Provided records:

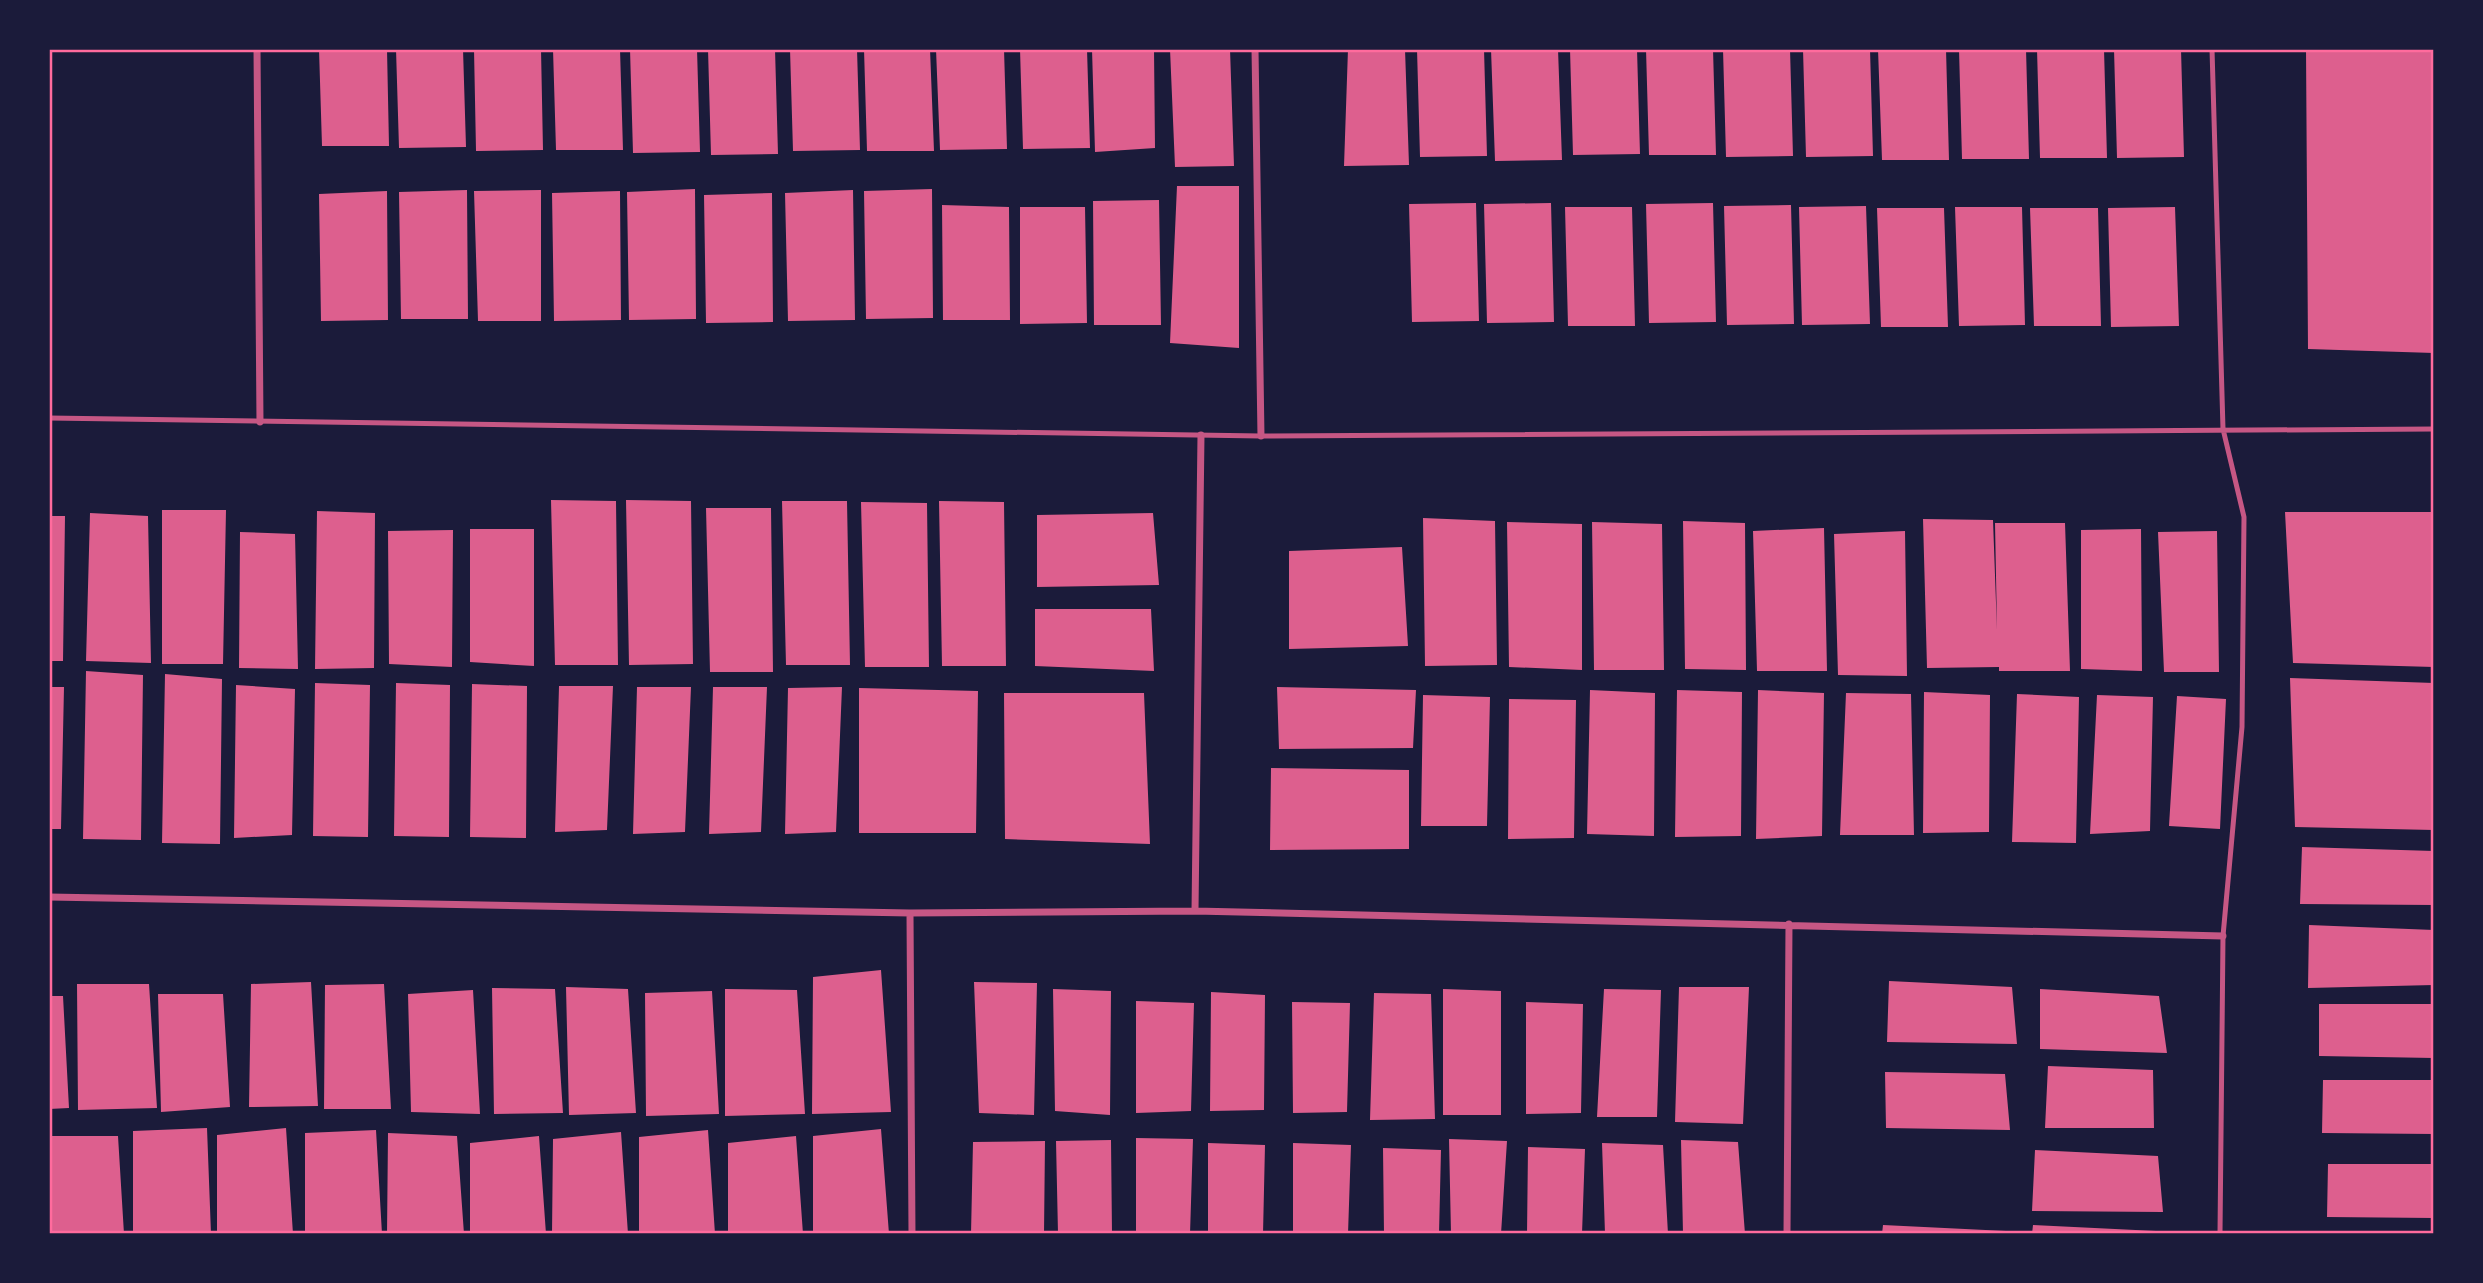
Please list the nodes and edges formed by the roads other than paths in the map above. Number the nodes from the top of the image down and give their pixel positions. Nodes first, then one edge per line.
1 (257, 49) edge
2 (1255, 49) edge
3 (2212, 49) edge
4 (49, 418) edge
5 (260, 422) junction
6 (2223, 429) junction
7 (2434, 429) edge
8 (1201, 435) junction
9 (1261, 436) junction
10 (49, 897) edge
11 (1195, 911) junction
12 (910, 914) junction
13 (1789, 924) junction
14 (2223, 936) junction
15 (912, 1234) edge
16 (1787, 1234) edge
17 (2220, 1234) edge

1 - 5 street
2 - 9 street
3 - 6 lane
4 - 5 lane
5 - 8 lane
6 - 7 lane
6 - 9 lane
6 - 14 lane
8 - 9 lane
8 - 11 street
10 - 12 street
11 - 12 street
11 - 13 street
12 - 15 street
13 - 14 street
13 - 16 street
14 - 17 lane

Problem to work on:
Set down the material above exactly as written, but not the pictures.

Response:
Please list the nodes and edges formed by the roads other than paths in the map above. Number the nodes from the top of the image down and give their pixel positions. Nodes first, then one edge per line.
1 (257, 49) edge
2 (1255, 49) edge
3 (2212, 49) edge
4 (49, 418) edge
5 (260, 422) junction
6 (2223, 429) junction
7 (2434, 429) edge
8 (1201, 435) junction
9 (1261, 436) junction
10 (49, 897) edge
11 (1195, 911) junction
12 (910, 914) junction
13 (1789, 924) junction
14 (2223, 936) junction
15 (912, 1234) edge
16 (1787, 1234) edge
17 (2220, 1234) edge

1 - 5 street
2 - 9 street
3 - 6 lane
4 - 5 lane
5 - 8 lane
6 - 7 lane
6 - 9 lane
6 - 14 lane
8 - 9 lane
8 - 11 street
10 - 12 street
11 - 12 street
11 - 13 street
12 - 15 street
13 - 14 street
13 - 16 street
14 - 17 lane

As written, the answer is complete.